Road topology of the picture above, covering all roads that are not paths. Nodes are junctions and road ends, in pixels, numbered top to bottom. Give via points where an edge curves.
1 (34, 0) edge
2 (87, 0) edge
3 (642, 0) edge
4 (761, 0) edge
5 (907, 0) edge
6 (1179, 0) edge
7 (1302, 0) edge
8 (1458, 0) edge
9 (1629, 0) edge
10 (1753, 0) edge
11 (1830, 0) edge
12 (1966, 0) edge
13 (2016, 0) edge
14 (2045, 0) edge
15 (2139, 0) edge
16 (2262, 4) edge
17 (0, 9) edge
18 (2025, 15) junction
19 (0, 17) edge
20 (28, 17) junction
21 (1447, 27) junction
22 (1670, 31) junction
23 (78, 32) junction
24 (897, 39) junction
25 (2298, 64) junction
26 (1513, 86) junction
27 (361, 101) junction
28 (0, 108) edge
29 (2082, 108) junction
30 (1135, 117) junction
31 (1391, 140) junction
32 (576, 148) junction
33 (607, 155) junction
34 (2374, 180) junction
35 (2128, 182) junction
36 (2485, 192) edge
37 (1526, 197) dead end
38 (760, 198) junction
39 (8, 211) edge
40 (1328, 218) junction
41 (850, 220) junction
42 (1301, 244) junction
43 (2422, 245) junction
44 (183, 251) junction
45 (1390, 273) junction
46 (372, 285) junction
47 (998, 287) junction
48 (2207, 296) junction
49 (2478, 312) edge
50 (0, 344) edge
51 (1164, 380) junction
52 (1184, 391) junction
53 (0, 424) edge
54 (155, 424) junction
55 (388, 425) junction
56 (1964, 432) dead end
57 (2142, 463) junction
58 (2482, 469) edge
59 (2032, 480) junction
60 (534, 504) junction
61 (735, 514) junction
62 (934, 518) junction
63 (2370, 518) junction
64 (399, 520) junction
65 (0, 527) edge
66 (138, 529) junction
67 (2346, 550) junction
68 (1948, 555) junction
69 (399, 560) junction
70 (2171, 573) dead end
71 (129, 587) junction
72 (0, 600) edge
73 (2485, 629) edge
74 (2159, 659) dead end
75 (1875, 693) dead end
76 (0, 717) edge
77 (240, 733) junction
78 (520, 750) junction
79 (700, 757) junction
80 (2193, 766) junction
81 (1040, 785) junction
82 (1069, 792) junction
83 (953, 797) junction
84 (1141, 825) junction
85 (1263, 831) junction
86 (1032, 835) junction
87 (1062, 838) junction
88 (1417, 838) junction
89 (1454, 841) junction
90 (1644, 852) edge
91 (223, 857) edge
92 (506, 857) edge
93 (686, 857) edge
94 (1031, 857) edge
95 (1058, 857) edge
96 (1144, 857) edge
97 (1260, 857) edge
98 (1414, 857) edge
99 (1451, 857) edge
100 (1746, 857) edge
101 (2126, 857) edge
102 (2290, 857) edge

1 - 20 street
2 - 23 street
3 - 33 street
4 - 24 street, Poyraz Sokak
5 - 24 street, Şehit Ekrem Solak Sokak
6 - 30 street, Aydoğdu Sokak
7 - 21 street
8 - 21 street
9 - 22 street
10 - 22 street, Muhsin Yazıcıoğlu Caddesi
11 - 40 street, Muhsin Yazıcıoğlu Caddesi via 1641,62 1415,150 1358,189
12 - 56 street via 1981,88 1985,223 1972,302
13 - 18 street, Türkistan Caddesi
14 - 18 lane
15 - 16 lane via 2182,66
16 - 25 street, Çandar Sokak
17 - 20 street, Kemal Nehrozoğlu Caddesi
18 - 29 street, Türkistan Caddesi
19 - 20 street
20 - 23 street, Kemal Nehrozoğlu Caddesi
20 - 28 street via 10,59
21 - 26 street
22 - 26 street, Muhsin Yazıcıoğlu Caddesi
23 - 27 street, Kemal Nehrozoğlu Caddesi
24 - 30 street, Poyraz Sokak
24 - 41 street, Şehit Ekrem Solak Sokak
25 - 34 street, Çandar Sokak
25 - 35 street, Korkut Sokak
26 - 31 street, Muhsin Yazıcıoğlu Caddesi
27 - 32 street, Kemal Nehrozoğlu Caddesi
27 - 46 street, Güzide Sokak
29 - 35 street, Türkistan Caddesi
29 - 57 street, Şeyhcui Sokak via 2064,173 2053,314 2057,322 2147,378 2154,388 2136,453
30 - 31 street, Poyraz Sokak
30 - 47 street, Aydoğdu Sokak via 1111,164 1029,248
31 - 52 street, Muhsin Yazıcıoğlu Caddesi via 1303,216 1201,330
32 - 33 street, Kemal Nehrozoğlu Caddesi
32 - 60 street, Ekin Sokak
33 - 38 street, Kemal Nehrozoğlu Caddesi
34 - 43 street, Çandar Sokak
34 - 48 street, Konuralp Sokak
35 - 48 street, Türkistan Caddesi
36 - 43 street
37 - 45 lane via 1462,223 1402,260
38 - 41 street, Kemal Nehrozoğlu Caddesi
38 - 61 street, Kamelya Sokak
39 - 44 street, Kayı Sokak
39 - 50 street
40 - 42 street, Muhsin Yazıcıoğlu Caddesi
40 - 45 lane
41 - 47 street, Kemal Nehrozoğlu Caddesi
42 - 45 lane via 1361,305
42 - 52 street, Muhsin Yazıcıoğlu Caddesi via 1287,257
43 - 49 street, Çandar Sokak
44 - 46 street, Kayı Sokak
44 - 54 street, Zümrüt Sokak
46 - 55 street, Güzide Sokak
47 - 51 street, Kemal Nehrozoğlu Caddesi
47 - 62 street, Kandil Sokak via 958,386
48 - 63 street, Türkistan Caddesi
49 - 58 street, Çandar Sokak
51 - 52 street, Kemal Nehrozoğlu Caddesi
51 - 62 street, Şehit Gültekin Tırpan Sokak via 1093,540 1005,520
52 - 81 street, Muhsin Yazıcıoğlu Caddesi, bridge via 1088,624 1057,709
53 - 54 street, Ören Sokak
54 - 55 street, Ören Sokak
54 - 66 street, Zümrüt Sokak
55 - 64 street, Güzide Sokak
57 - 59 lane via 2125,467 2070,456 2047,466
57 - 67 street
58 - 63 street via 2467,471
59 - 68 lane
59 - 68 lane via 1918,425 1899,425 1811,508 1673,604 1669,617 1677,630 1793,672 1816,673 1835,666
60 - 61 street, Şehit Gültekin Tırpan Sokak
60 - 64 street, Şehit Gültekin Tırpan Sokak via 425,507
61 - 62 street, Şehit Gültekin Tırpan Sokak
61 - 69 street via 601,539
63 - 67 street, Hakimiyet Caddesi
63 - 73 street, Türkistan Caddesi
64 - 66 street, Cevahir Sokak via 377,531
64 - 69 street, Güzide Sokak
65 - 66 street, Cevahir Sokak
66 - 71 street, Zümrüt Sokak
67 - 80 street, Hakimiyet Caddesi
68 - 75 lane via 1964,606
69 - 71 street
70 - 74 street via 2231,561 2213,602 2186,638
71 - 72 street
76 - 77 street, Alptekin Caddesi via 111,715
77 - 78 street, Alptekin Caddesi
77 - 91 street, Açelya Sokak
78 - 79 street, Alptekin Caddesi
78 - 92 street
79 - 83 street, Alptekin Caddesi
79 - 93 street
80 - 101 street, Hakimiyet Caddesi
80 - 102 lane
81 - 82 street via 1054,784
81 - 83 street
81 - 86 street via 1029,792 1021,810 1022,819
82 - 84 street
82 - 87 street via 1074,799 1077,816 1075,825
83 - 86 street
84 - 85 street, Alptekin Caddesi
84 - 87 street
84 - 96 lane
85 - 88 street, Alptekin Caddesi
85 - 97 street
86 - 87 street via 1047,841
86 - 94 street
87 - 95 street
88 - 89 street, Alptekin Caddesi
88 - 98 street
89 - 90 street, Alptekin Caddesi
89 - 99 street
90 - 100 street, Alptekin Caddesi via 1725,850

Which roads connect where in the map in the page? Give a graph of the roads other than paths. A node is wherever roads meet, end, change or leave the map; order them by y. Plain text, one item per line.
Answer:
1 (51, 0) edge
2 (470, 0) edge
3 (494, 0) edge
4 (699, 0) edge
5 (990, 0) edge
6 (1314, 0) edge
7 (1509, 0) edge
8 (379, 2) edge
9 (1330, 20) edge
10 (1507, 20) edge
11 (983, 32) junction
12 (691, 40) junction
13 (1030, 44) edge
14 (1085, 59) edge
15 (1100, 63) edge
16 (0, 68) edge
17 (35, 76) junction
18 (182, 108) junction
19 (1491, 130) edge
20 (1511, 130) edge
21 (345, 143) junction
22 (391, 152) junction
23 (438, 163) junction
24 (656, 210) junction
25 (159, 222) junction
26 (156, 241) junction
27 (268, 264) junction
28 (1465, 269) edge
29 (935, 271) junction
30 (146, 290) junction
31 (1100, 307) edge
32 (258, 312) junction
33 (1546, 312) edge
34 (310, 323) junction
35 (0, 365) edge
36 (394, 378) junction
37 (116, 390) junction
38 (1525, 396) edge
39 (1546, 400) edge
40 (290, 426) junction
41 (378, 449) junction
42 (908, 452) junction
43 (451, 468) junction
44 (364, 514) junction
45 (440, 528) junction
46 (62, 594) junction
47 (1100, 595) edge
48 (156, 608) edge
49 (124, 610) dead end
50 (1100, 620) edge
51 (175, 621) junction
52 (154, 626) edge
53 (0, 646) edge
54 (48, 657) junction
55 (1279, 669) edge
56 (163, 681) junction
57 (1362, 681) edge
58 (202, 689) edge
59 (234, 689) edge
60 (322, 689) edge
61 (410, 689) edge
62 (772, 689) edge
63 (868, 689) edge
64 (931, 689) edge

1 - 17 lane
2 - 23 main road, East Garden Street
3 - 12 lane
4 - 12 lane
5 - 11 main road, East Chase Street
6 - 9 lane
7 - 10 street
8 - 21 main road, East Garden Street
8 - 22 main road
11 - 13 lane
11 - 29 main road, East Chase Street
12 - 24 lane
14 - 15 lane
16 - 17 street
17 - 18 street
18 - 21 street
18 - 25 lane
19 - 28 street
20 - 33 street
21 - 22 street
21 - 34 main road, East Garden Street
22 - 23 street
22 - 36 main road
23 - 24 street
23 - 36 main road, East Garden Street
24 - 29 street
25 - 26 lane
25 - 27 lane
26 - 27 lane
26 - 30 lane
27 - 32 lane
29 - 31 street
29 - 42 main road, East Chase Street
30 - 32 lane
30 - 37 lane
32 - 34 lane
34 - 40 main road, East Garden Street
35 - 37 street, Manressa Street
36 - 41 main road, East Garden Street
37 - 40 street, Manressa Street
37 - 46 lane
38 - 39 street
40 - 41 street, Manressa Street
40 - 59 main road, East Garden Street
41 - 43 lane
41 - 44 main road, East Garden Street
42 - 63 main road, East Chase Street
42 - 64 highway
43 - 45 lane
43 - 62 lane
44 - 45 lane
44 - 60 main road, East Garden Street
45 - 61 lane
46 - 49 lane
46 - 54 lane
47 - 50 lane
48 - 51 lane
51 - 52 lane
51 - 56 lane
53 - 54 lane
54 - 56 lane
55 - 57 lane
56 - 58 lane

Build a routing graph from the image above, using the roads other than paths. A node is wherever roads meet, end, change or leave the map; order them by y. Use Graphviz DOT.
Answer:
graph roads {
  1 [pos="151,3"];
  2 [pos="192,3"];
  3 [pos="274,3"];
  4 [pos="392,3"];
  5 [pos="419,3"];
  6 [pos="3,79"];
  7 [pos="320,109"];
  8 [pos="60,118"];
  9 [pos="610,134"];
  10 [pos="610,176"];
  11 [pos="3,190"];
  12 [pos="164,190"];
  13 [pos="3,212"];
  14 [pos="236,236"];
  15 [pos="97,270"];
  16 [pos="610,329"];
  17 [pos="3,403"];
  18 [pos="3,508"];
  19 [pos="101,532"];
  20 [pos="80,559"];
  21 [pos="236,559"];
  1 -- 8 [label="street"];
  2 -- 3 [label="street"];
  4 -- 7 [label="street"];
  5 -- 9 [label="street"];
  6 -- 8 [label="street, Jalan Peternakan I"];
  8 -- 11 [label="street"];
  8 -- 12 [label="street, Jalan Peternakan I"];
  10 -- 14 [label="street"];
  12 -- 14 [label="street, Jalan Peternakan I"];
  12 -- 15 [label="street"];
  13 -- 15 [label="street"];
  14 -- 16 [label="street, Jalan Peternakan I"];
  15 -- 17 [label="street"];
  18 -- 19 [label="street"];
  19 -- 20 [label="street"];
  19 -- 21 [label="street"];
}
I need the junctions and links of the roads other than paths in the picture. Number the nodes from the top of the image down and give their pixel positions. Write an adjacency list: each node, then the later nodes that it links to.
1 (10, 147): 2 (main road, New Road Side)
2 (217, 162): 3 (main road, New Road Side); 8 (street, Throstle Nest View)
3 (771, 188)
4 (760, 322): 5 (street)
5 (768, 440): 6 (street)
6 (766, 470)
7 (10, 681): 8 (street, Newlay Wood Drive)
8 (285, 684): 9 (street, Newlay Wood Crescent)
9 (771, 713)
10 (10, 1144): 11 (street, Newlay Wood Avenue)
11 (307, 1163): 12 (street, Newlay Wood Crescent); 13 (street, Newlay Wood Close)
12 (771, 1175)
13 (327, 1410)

#### Directions
Scan the material above for lines holding "Türkistan" and copy each of them.

#### Problem solution
13 - 18 street, Türkistan Caddesi
18 - 29 street, Türkistan Caddesi
29 - 35 street, Türkistan Caddesi
35 - 48 street, Türkistan Caddesi
48 - 63 street, Türkistan Caddesi
63 - 73 street, Türkistan Caddesi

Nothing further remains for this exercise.